Background on Circe: 

Madeline Miller’s Website gives some background information on Circe in the introduction to a Photo Essay that explains: 

“Circe, the witch who turns Odysseus’ men to pigs, has proved one of Homer’s most memorable creations. We first meet the goddess in book 10 of the Odyssey, living on her lush, deserted island of Aiaia, surrounded by tame wolves and lions. When Odysseus’ ship lands on her shore, she gives the crew wine mixed with spell-drugs, then transforms them to pigs. When Odysseus comes to rescue them, she attempts to give him the same potion, but he is protected by magical herbs, courtesy of Hermes. Circe and Odysseus become lovers, and Odysseus and his men (returned to their regular shape) dally in luxury on her island for a year.”

“It is no surprise, given such a vivid story, that Circe has proved irresistible to generations of artists. Below is a sample of the many faces our favorite witch has worn over the millennia.” 
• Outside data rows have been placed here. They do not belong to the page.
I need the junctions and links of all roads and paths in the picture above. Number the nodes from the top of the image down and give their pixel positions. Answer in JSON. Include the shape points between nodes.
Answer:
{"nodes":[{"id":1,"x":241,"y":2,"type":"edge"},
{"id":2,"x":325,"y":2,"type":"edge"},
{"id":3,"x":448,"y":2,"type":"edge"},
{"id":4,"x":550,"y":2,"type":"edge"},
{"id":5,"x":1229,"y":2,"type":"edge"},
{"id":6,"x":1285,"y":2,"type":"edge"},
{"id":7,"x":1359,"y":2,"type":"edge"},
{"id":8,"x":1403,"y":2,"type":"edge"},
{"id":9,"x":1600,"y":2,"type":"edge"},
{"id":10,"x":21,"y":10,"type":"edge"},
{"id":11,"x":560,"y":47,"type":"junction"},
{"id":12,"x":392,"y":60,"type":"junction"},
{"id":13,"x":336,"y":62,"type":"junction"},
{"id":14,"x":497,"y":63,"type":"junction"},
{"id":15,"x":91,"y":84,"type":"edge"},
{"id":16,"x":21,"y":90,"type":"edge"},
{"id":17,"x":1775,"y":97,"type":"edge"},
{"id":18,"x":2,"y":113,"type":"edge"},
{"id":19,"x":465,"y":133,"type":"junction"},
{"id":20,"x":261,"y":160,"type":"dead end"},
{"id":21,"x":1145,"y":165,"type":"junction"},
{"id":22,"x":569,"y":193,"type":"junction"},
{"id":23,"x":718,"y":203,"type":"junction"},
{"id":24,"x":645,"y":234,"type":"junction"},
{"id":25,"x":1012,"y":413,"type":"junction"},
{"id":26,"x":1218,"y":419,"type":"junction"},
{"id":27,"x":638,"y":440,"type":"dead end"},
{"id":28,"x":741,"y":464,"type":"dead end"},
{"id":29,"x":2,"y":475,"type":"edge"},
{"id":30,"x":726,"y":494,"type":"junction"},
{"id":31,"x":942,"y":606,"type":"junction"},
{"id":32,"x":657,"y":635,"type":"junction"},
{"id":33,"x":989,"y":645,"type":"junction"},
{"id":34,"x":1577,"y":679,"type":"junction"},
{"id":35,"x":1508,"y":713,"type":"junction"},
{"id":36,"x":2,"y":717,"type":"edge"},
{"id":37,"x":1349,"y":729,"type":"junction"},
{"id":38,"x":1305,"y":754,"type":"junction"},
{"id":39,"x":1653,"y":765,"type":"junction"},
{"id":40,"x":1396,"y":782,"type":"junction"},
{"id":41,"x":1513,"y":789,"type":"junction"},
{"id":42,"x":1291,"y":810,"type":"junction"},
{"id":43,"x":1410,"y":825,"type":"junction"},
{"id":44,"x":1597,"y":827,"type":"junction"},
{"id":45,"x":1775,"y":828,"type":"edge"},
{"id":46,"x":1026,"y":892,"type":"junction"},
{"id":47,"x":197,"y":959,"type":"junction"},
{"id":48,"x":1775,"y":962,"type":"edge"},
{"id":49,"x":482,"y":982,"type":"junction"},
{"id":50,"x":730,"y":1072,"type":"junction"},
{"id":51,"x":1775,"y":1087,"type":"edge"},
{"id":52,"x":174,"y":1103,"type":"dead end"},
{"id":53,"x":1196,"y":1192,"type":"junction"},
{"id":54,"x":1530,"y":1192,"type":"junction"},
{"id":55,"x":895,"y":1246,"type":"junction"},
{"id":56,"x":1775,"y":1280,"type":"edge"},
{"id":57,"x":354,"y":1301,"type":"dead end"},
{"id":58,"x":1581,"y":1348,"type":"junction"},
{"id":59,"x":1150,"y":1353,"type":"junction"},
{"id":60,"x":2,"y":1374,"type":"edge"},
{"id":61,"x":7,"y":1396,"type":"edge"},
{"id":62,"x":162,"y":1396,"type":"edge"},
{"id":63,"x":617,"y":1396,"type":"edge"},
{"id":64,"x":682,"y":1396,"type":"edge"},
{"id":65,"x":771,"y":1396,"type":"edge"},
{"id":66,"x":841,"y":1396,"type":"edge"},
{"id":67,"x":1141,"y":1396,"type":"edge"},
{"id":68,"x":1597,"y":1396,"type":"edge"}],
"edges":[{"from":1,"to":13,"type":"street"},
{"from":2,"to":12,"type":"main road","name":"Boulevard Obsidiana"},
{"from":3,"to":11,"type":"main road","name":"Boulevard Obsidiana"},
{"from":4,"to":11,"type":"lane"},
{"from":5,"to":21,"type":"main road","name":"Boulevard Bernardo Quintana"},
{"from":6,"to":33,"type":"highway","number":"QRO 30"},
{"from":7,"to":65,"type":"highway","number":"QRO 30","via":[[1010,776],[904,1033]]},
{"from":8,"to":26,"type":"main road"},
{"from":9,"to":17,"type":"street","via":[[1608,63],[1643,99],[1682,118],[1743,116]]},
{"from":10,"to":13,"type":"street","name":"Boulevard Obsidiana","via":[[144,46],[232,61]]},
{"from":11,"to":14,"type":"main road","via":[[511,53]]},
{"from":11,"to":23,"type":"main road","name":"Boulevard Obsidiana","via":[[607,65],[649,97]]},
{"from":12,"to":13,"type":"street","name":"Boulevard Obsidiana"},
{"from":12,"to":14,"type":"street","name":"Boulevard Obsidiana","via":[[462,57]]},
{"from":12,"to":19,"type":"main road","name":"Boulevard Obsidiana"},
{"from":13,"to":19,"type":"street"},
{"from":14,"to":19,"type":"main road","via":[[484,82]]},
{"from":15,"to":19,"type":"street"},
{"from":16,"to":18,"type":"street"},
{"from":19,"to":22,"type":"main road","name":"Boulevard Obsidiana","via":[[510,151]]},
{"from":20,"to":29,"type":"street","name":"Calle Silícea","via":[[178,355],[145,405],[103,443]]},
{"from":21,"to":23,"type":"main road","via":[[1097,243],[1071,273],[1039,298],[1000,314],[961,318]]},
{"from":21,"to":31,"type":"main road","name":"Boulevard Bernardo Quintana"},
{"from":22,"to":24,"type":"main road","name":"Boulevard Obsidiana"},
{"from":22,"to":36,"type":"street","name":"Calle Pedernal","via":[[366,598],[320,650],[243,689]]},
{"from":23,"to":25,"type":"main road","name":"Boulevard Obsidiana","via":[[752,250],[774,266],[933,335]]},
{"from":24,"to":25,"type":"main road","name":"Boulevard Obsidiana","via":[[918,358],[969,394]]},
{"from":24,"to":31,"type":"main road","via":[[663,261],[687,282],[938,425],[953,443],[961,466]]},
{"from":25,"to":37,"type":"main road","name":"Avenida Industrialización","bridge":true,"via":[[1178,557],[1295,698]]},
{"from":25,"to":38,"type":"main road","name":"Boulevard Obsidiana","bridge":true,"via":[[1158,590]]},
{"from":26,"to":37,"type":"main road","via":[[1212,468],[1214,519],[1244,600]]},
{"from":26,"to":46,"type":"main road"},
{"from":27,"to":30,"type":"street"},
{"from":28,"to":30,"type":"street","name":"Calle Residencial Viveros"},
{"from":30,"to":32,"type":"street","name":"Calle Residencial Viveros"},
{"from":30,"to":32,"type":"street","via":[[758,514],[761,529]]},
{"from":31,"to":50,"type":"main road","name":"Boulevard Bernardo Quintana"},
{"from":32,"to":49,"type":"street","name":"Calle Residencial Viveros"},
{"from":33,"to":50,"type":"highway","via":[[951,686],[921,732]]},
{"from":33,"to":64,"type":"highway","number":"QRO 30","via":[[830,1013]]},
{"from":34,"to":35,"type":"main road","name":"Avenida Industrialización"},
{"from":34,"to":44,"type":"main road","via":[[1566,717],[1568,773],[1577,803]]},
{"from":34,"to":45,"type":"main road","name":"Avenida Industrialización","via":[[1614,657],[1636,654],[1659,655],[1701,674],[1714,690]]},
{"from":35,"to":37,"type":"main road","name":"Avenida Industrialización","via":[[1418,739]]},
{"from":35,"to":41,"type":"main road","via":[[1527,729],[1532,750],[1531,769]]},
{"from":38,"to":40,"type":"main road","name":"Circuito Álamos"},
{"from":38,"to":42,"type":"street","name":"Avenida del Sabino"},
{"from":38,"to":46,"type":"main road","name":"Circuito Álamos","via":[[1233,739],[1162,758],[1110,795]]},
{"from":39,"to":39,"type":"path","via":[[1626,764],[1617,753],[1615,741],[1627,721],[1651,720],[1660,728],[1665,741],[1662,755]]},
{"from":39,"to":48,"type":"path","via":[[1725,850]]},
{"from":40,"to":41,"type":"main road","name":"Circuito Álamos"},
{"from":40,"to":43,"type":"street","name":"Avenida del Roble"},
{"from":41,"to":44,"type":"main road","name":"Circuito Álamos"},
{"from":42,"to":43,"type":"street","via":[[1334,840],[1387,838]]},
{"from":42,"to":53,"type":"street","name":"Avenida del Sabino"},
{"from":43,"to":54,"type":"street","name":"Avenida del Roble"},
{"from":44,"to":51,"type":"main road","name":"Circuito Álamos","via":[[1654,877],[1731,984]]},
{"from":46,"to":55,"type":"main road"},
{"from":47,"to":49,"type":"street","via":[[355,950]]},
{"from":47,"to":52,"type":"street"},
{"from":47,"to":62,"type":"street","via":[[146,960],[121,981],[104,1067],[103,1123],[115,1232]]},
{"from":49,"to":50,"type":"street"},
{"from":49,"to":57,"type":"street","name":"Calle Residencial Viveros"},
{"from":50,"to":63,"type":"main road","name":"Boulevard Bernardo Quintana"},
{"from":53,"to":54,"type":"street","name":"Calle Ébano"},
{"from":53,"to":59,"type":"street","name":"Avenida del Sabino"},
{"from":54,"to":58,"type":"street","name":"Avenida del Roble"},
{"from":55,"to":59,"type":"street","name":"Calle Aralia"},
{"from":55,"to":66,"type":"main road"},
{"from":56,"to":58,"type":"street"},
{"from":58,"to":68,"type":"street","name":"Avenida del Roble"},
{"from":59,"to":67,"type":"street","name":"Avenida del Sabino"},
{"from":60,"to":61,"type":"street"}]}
Madeline Miller’s Photo Essay at www.madelinemiller.com/circe/circe-photo-essay/

Circe is an infamous Greek figure and this book includes many other Greek figures like Odysseus, Greek gods and goddesses, Prometheus, and Scylla and Charybdis. 

This map shows where Circe’s Island likely would have been in context to the ancient Greek world. 

Where to Find More Information About Circe: 

Are you interested in learning more about Circe? This video features Madeline Miller as she answers questions about her book. You could also check out her website for more information. 

Read Circe with us!

We are so excited to have Lakeshore readers read our 2022 book (Circe by Madeline Miller) and start conversations about its topics and themes. 

This year we will be featuring many different books throughout the level that bring our themes together. Check out more about our various age group selections on our website. We made sure to include something for all ages!

We will be talking a lot about what makes someone a hero, the hero’s journey, resilience, Greek Mythology, different perspectives, and so much more! The variety of themes and topics in this book is what excited our book selection committee this year.

I started reading Circe over Christmas break. After a long semester of having to read lots of things for homework, I was hesitant to start reading yet another book, even though it was for pleasure. This said, I absolutely loved the book and finished reading it a few days after starting it.

Percy Jackson books were always a favorite of mine when I was younger so I enjoyed reading a book linked to Greek Mythology and that gave Circe, a typical “villain,” a redeeming story. 

It isn’t just me that likes this book either! The New York Times reviewed this book in 2018 and said that it was, “A bold and subversive retelling of the goddess’s story that manages to be both epic and intimate in its scope, recasting the most infamous female figure from the Odyssey as a hero in her own right.” 

Let us know what you think about this year’s selection below in the comments. We are excited to start reading with you! 

2022 Big Read and Little Read Book Announcements!

The community-wide NEA Big Read Lakeshore and Little Read Lakeshore organized by Hope College have received grants from both the nationwide NEA Big Read and the statewide Michigan Humanities in support of this coming fall’s programming, which will explore Greek mythology, the Hero’s Journey and untold hero stories through the lives of characters ranging from an ancient mythological enchantress-goddess to a modern-day child and well-known teen superheroes.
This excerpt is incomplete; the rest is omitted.